E é essa pluralidade de vozes que configura o texto que nos convida a uma reflexão pautada em duas teorias fundamentais da obra de Bakhtin: polifonia e dialogismo.
Em síntese polifonia é um termo tomado de empréstimo da música – duas ou mais partes ou vozes soando de forma simultânea. Na literatura é a multiplicidade de vozes em um texto, mediadas pelos pontos de vista e modos de presença no mundo discursivo. Bakhtin dá a Dostoievski o título de “criador do romance polifônico”; aponta na obra do escritor russo a configuração das personagens como ideólogos, que defendem vozes que não são necessariamente as do autor. Assim como no romance O Jogador, de Dostoievski, considerando as reflexões de Serpa, 2007, os personagens de “Narradores de Javé” possuem interdependência e espaço para a realização de seus discursos que, embora conflitantes, não anulam ou negam o discurso do outro. São discursos plenivalentes e convergem para um fim.
Em “Narradores de Javé” os discursos são intercalados, fundem-se, sucedem-se, não existem independentemente daqueles aos quais são endereçados, o que corresponde às teorias de Bakhtin quanto à polifônica e dialogismo. A palavra é a revelação de um espaço no qual os valores de uma dada sociedade se explicitam e se confrontam.
É nesse espaço de enunciação dialógica e polifônica que os moradores, narradores de Javé, resgatam sua memória.

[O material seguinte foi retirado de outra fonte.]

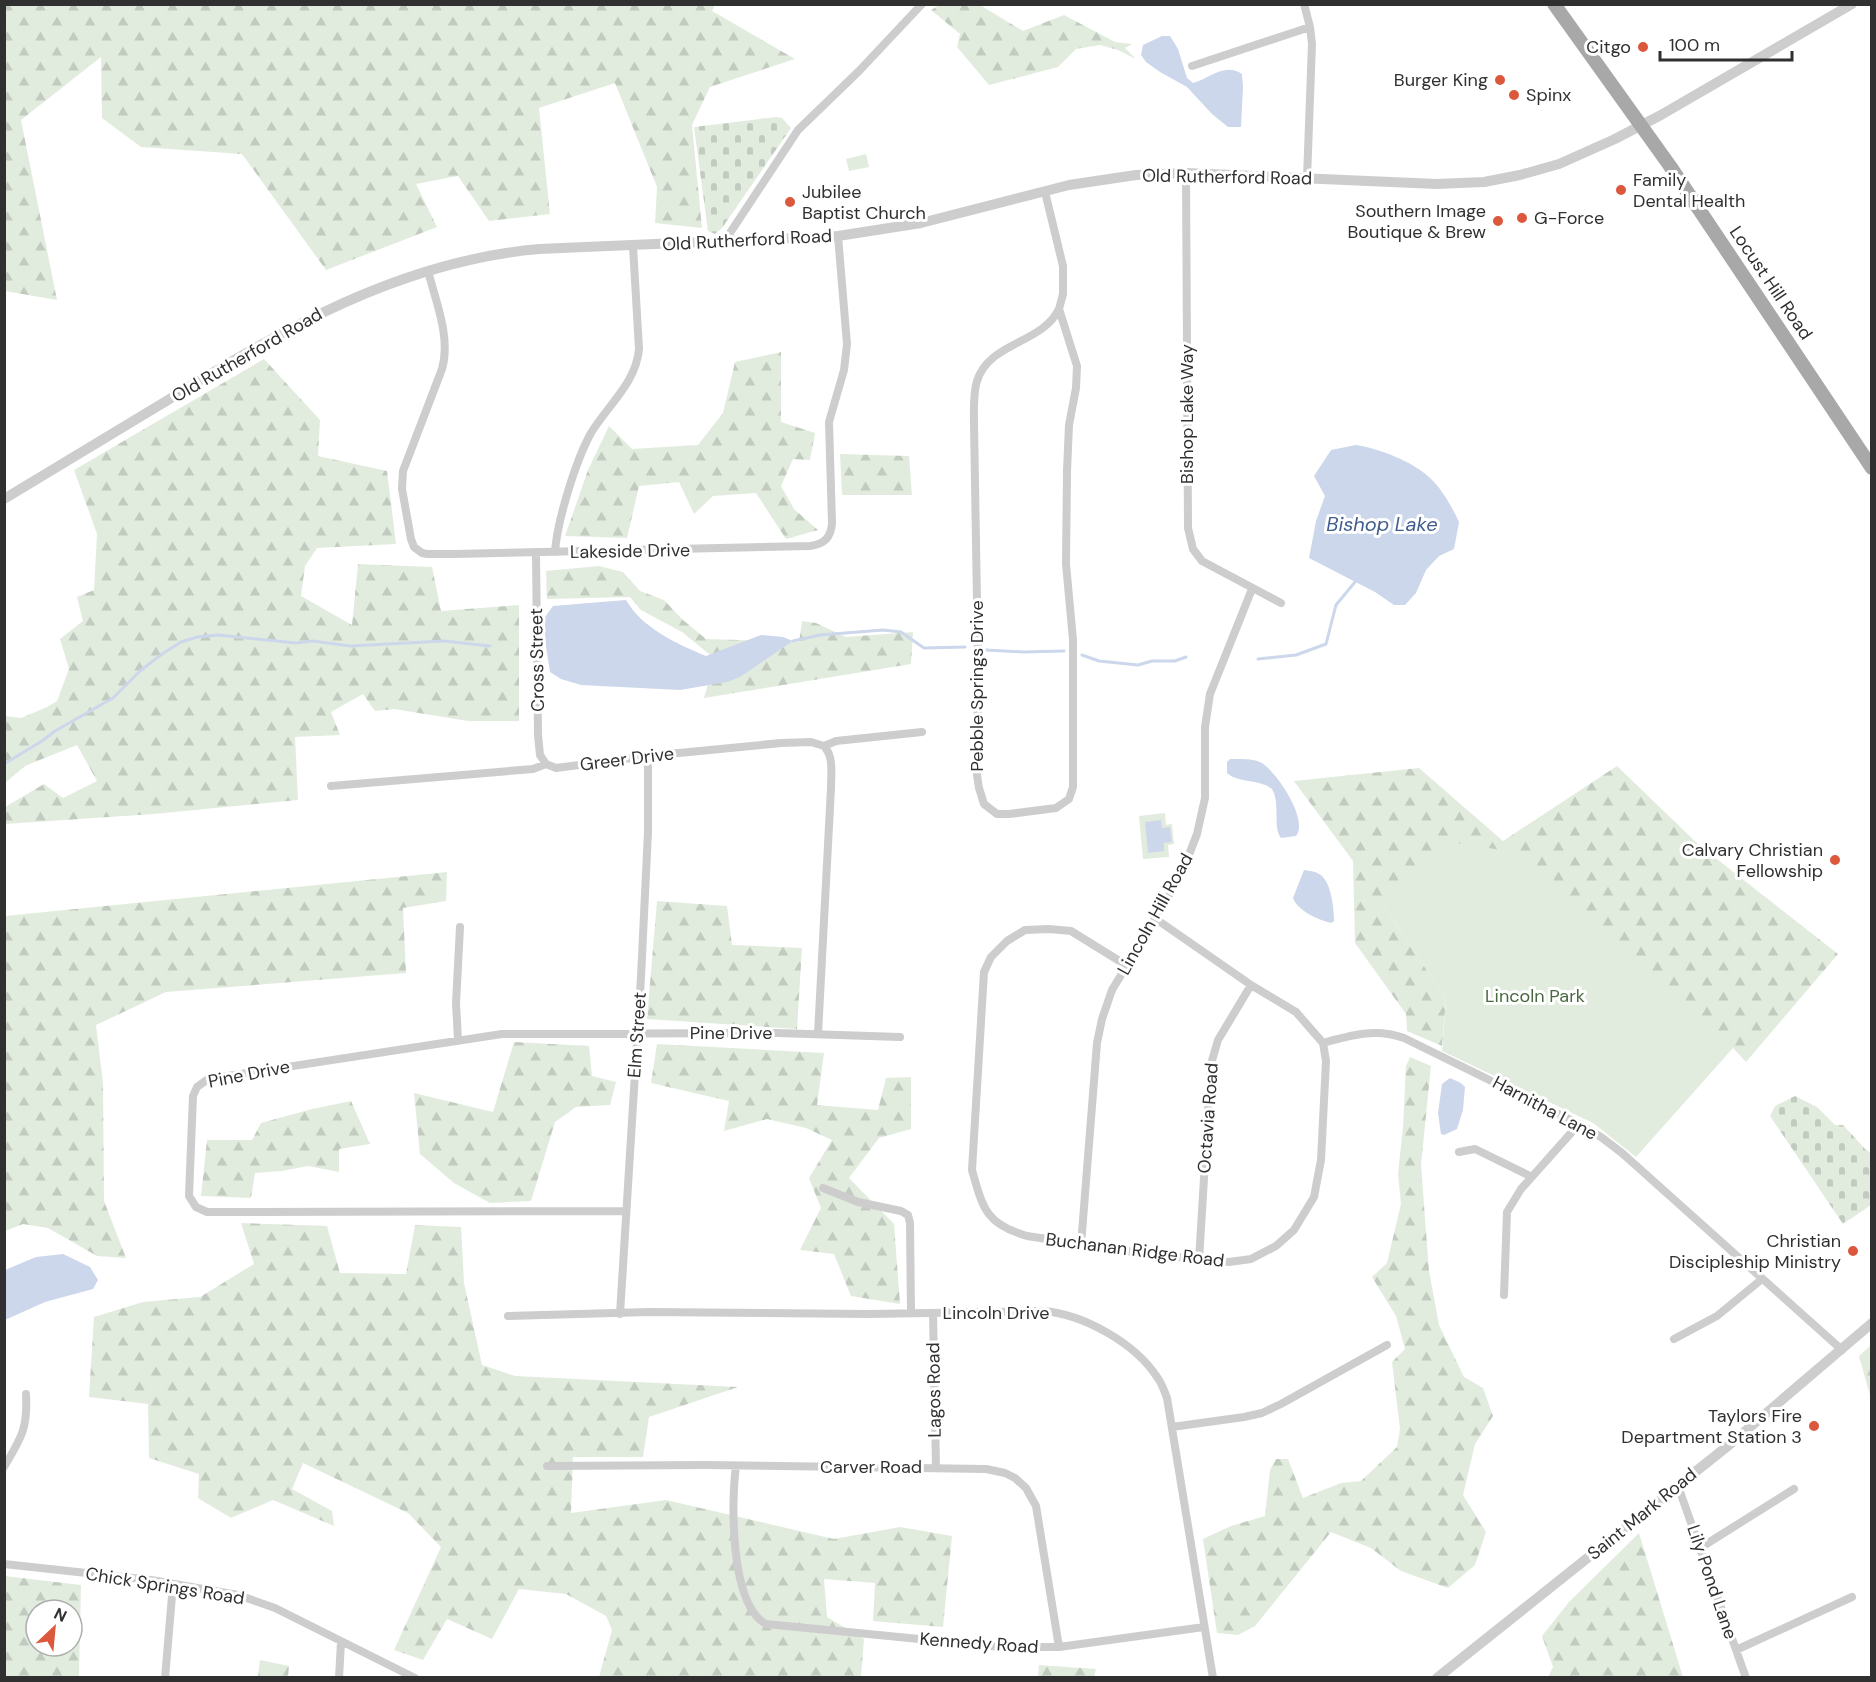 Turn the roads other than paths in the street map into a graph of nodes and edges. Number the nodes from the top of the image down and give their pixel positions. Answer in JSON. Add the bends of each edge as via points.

Mas o que é a memória? Para entender a dificuldade de Antônio Biá, ex-carteiro, “escrivão”, em registrar a história de Javé é preciso responder também à questão o que é a memória do Vale de Javé? A memória do Vale se instaura nos eventos orais, é construída no embate das versões.

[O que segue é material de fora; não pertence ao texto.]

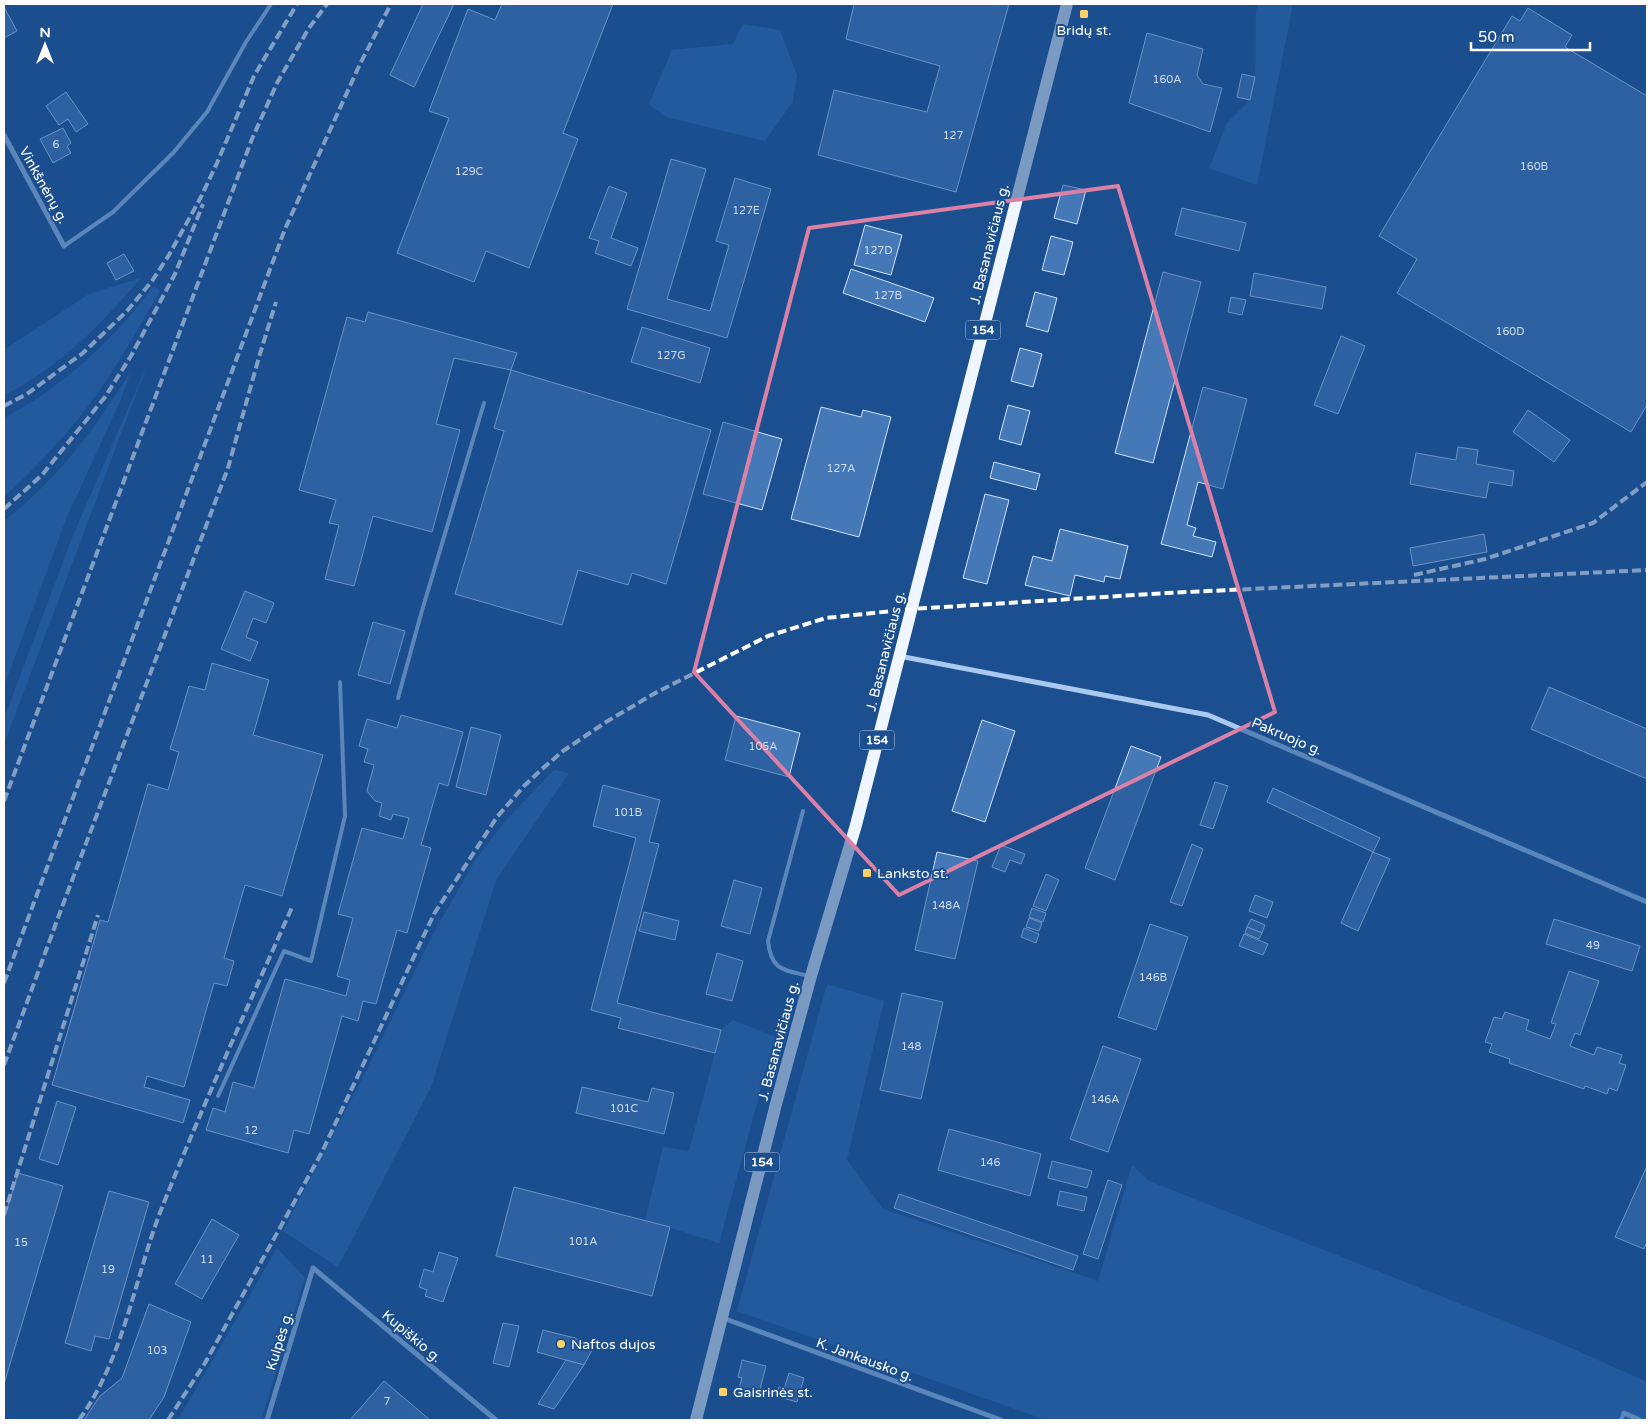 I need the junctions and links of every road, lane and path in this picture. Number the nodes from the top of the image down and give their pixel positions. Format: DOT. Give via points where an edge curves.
graph roads {
  1 [pos="271,4"];
  2 [pos="1067,4"];
  3 [pos="4,135"];
  4 [pos="64,246"];
  5 [pos="484,403"];
  6 [pos="899,656"];
  7 [pos="340,682"];
  8 [pos="398,698"];
  9 [pos="803,811"];
  10 [pos="1647,902"];
  11 [pos="811,976"];
  12 [pos="218,1096"];
  13 [pos="314,1268"];
  14 [pos="722,1318"];
  15 [pos="1624,1413"];
  16 [pos="266,1420"];
  17 [pos="496,1420"];
  18 [pos="696,1420"];
  19 [pos="1001,1420"];
  20 [pos="1621,1420"];
  21 [pos="1640,1420"];
  1 -- 4 [label="lane" via="207,112 173,153 113,212"];
  2 -- 6 [label="main road, J. Basanavičiaus g. / 154"];
  3 -- 4 [label="street, Vinkšnėnų g."];
  5 -- 8 [label="lane"];
  6 -- 10 [label="street, Pakruojo g." via="1208,715"];
  6 -- 11 [label="main road, J. Basanavičiaus g. / 154" via="856,825"];
  7 -- 12 [label="lane" via="345,816 311,961 284,950"];
  9 -- 11 [label="lane" via="768,941 775,964 786,971"];
  11 -- 14 [label="main road, J. Basanavičiaus g. / 154"];
  13 -- 16 [label="street, Kulpės g."];
  13 -- 17 [label="street, Kupiškio g."];
  14 -- 18 [label="main road, J. Basanavičiaus g. / 154"];
  14 -- 19 [label="street, K. Jankausko g."];
  15 -- 20 [label="lane"];
  15 -- 21 [label="street"];
}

Nas reflexões de Caldas, 2003, sobre história e memória: “A memória é composição, fluxo rítmico de anexação e criação, momento narrativo, momento textual: determinada ordem “escolhida”, certa maneira de ler e dizer a experiência com e no vivido (...)”.
De acordo com Alexandre Werneck, em sua crítica ao filme, “as verdades produzidas pelos moradores do vilarejo são compostas de memória. De uma memória mítica, é verdade, onde se encontra com seu segundo assunto, a fala. A memória é feita na fala, é produzida pela narração. E ambas são ficções aparentes.”
O filme retrata a intensidade da relação entre história e memória e evidencia as disputas entre os moradores que defendem cada um o seu ponto de vista para o registro da história, buscando a certeza de se inscrever, se eternizar na configuração da memória coletiva.
A verdadeira substância da língua não é constituída por um sistema abstrato de formas lingüísticas, nem pela enunciação monológica isolada, nem pelo ato psicológico de sua produção, mas pelo fenômeno social da interação verbal, realizada através da enunciação ou das enunciações. A interação verbal constitui, assim, a realidade fundamental da língua. (Bakhtin, 2006:127)
Depreendemos as vozes dos personagens (moradores de Javé) que possuem independência e espaço para realização de seus discursos, embora entre eles haja conflitos. As várias versões da origem do Vale de Javé se estruturam em função de um objetivo (impedir que Javé seja submersa pelas águas da represa), têm um fio-condutor (resgatar a memória da origem do Vale) e estabelecem um diálogo que busca uma identidade dos moradores aliada ao papel de cada um na história de sua fundação. As várias vozes convergem para um único fim, textualizar e a busca de uma retextualização em função de um “dossiê”, de um registro de nascimento e de vida.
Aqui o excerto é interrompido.